File photo/ Zheng Yuhang (NBD)
NVIDIA, the tech giant that recently overtook Microsoft to become the world's most valuable company, has experienced a significant market correction.
After a meteoric rise that saw its market capitalization peak globally, the company's stock has plummeted, with a 12.89% drop over three trading days from June 20 to 24, resulting in a staggering $430 billion loss in market value.
Photo/Bloomberg
The downturn has been attributed to a combination of factors, including substantial share sales by executives, including CEO Jensen Huang. They has cashed out over $700 million through a series of sales. This, coupled with trading dynamics, has led to concerns about the company's valuation. Despite this, nearly 90% of analysts maintain a "buy" rating for NVIDIA, with an average target price that suggests a 12% increase from current levels.
The situation has drawn comparisons to the tech bubble of the early 2000s, particularly with Cisco Systems, whose valuation also soared before the market crash. NVIDIA's current price-to-earnings ratio, based on projected sales for the next 12 months, stands at 21 times, the highest among all S&P 500 components, indicating either rapid growth or potential overvaluation.
Technical analysts are eyeing the $115 support level, a critical Fibonacci retracement level, as a potential indicator of where the stock might find stability. The company's stock price is also nearly 100% above its 200-day moving average, a deviation that has historically signaled overvaluation.
According to MarketWatch, Nvidia's stock recently traded around 100% above its 200-day moving average. Since 1990, the widest spread that any U.S. firm has ever traded above its 200-day moving average while being the largest company was 80%, achieved by Cisco in March 2000 (see chart below), according to Jonathan Krinsky, chief market technician at BTIG.
Despite the volatility, there is optimism in some quarters. Constellation Research forecasts a robust two-year growth trajectory for NVIDIA, predicting a rise to $200 per share, a 69% increase from current levels. Additionally, Oppenheimer's Ari Wald emphasizes the strength of NVIDIA's long-term trend, noting that its stock price remains well above key moving averages.
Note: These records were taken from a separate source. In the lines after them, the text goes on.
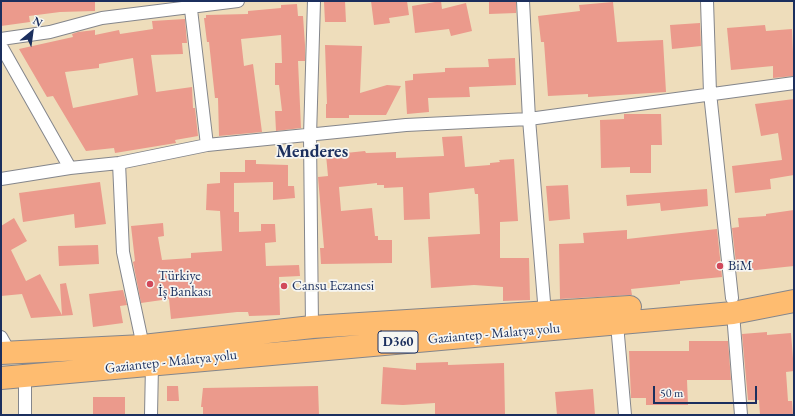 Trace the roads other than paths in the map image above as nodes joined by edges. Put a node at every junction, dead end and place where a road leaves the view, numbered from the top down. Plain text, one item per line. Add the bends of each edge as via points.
1 (238, 1) edge
2 (314, 1) edge
3 (523, 1) edge
4 (706, 1) edge
5 (190, 3) edge
6 (1, 39) edge
7 (1, 46) edge
8 (794, 83) edge
9 (710, 93) junction
10 (530, 119) junction
11 (310, 136) junction
12 (207, 145) junction
13 (120, 163) junction
14 (70, 168) junction
15 (1, 179) edge
16 (794, 286) edge
17 (794, 301) edge
18 (732, 306) junction
19 (545, 314) junction
20 (617, 324) junction
21 (312, 327) junction
22 (4, 348) edge
23 (147, 355) junction
24 (25, 376) junction
25 (1, 378) edge
26 (25, 415) edge
27 (151, 415) edge
28 (625, 415) edge
29 (741, 415) edge

1 - 5 street
2 - 11 street
3 - 10 street
4 - 9 street
5 - 6 street via 102,18 50,32
5 - 12 street
7 - 14 street
8 - 9 street
9 - 10 street
9 - 18 street
10 - 11 street via 406,125
10 - 19 street
11 - 12 street
11 - 21 street
12 - 13 street
13 - 14 street
13 - 23 street via 123,252
14 - 15 street
16 - 18 highway, Gaziantep - Malatya yolu / D360
17 - 18 highway, Gaziantep - Malatya yolu / D360
18 - 19 highway, Gaziantep - Malatya yolu / D360
18 - 20 highway, Gaziantep - Malatya yolu / D360
18 - 29 street
19 - 21 highway, Gaziantep - Malatya yolu / D360
20 - 23 highway, Gaziantep - Malatya yolu / D360 via 177,361
20 - 28 street
21 - 23 highway, Gaziantep - Malatya yolu / D360
22 - 23 highway, Gaziantep - Malatya yolu / D360
23 - 24 highway, Gaziantep - Malatya yolu / D360
23 - 27 street
24 - 25 highway, Gaziantep - Malatya yolu / D360
24 - 26 street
Jensen Huang's recent sales under a 10b5-1 trading plan have further fueled market speculation. Having sold 720,000 shares, he still has room to sell an additional 5.28 million shares under the plan, extending to March 2025. This, along with the lack of internal buying, raises questions about the company's future direction and the sustainability of demand for its products.
Photo/Edgar
As NVIDIA navigates these market dynamics, the company's strategic pivot towards software and cloud services, driven by Huang, may be pivotal in determining its long-term success. Investors are advised to consider these factors carefully, as the company's trajectory could significantly impact their portfolios.